Ms JM
Masilo
The
Chairperson,
Select
Committee on Social Services,
Parliament
of RSA,
10 October 2007
Dear Ms
Masilo,
1] The Centre
for Constitutional Rights welcomes your committee’s initiative for further
consultation and the opportunity to make written and oral submissions regarding
the Films and Publications Amendment Bill (B27-2006). The Centre notes that public
hearings will also be conducted on the 16 October 2007 but respectfully
believes that its views are adequately covered in these written submissions and
accordingly does not wish to take up your committee’s time with unnecessary
oral submissions. Should your committee
however seek clarity, we would be more than willing to supplement these written
submissions with oral representations.
2] The Centre
records that it previously made written submissions to the Portfolio Committee
and is pleased to note that certain of the recommendations were taken into
account, resulting in the present further amended Bill now under consideration.
3] At the
outset the Centre wishes to record its support of the laudable and necessary
aim of the Bill, which is to protect children from potentially disturbing,
harmful or age-inappropriate material, and specifically from sexual
exploitation or degradation in publications, films, interactive computer games
and on the internet. However aspects of the further amended Bill do give rise
to concern. In our respectful opinion certain provisions continue to fall foul
of the Constitution and will not stand up to judicial scrutiny due to vagueness.
In particular, the Centre is concerned with: the continued inclusion and
regulation of certain of the media within the scope of the Bill; provisions
impacting on the reach of material requiring pre-publication censorship; the
vagueness of the definitions of such material and in particular the scope of
the definition of so called hate-speech; and, the independence of the classifiers.

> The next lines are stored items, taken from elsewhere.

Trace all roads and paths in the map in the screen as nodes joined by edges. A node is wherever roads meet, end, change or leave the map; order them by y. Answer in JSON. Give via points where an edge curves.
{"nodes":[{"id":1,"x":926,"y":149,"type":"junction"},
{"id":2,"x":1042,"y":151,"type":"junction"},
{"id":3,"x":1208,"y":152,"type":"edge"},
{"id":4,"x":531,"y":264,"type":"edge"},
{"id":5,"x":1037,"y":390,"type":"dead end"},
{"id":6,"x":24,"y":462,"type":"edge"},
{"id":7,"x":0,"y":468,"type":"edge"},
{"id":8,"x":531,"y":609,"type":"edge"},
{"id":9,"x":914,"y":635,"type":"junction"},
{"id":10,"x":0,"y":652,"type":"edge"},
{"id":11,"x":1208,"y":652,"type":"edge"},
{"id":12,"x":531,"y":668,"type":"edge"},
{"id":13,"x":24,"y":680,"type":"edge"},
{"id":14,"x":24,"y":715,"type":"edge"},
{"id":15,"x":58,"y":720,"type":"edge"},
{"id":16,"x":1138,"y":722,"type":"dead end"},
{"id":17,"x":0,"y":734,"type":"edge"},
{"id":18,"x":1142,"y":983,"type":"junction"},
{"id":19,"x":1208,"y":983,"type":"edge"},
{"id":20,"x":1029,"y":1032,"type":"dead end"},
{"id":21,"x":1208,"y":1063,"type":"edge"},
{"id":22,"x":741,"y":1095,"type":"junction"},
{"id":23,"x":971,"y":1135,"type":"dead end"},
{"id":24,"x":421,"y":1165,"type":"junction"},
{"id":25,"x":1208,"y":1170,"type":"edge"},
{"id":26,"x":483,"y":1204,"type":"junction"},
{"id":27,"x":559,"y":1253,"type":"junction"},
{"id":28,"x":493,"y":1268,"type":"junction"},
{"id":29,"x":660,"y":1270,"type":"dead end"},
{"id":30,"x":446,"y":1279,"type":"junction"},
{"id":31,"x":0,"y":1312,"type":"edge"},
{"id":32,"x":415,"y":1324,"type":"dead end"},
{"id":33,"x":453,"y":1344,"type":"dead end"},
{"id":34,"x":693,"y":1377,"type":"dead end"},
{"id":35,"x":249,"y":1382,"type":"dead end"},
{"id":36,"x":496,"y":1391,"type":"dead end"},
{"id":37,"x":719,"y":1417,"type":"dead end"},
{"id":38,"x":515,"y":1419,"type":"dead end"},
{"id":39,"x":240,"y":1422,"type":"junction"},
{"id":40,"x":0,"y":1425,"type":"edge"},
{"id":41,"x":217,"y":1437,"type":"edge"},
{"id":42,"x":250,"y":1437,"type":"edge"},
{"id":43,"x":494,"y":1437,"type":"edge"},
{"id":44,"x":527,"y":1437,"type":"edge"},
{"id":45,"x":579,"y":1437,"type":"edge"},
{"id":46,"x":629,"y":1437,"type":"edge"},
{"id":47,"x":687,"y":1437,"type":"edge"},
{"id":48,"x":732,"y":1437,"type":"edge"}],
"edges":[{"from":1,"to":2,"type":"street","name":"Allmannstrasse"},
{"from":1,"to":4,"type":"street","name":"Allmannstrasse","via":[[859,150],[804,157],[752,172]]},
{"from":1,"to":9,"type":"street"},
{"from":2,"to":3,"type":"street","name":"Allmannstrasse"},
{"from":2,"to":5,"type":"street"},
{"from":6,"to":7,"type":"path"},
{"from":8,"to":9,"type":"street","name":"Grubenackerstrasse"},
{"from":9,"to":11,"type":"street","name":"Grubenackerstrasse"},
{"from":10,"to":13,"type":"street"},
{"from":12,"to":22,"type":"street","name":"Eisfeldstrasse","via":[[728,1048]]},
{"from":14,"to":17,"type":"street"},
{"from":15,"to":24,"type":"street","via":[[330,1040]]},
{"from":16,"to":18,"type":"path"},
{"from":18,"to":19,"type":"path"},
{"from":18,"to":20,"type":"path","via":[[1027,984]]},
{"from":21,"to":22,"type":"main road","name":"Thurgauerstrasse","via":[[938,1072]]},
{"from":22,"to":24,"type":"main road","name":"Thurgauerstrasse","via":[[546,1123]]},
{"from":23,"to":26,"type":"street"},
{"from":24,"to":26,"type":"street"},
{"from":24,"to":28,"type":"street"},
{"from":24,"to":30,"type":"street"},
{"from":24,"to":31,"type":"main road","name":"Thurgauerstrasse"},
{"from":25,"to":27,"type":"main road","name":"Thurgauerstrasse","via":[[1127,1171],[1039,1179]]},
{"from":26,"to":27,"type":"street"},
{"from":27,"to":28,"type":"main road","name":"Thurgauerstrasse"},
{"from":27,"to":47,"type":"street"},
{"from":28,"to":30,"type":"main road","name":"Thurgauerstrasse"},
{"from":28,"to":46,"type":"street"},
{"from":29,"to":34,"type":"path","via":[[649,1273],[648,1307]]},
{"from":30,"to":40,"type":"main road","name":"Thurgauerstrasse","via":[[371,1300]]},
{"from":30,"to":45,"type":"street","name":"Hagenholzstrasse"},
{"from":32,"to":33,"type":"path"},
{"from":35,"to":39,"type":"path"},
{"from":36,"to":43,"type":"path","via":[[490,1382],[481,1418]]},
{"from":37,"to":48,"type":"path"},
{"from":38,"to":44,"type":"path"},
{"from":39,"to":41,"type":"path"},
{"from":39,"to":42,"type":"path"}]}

For ease of reference these provisions will be dealt with
sequentially and not in seriatim. Reference
is made to the sections in the Act.
4] Ad section 1:
4.1] Ad section 1(a):
The Centre welcomes the
establishment of an Appeals Tribunal and the inclusion of its definition.
4.2] Ad section 1(c):
In line with the Centre’s abhorrence
of any form of child pornography, the Centre supports the broadening of the
definition of “child pornography”.
4.3] Ad section 1(i):
The broad definition of
“identifiable group characteristic” on its own poses no problem as it mirrors
the constitutionally prescribed prohibited grounds for discrimination. However,
as the scope of so-called hate speech includes this broad range the
characteristics should be limited to those grounds listed in section 16(2) of
the Constitution, namely race, ethnicity, gender and religion.
4.4] Ad section 1(l):
The inclusion of on-line publication
of newspapers within the definition is welcomed in so far as the exempted
newspapers are concerned as the earlier pre-publication classification required
made the immediate response so critical
to the business of on-line news impossible.
5] Ad section
2:
The Centre welcomes the removal of the regulation of
broadcasting as a stated object of the Act.
Similarly, the Centre welcomes the deletion of the subjective
qualifications of “potentially harmful” and “age inappropriate” material which
are vague, defy consistent interpretation and overly broad.
6] Ad section 4A
(2) (a):
The Centre
welcomes the removal of the insistence on demographic representivity as a
criterion for appointment of classifiers as it is the personal attributes, skills
and specialized knowledge of classifiers which will ensure proper protection of
all children.
7] Ad section
9:
Although
the Bill refers to classification officers, their powers include the power to
judge what should be banned outright, what should be approved for limited
circulation and what can be freely published. Their role is thus in effect that
of censor. Classification officers (censors) are appointed by the Board who in
turn are appointed by the Minister of Home Affairs and paid by the Government.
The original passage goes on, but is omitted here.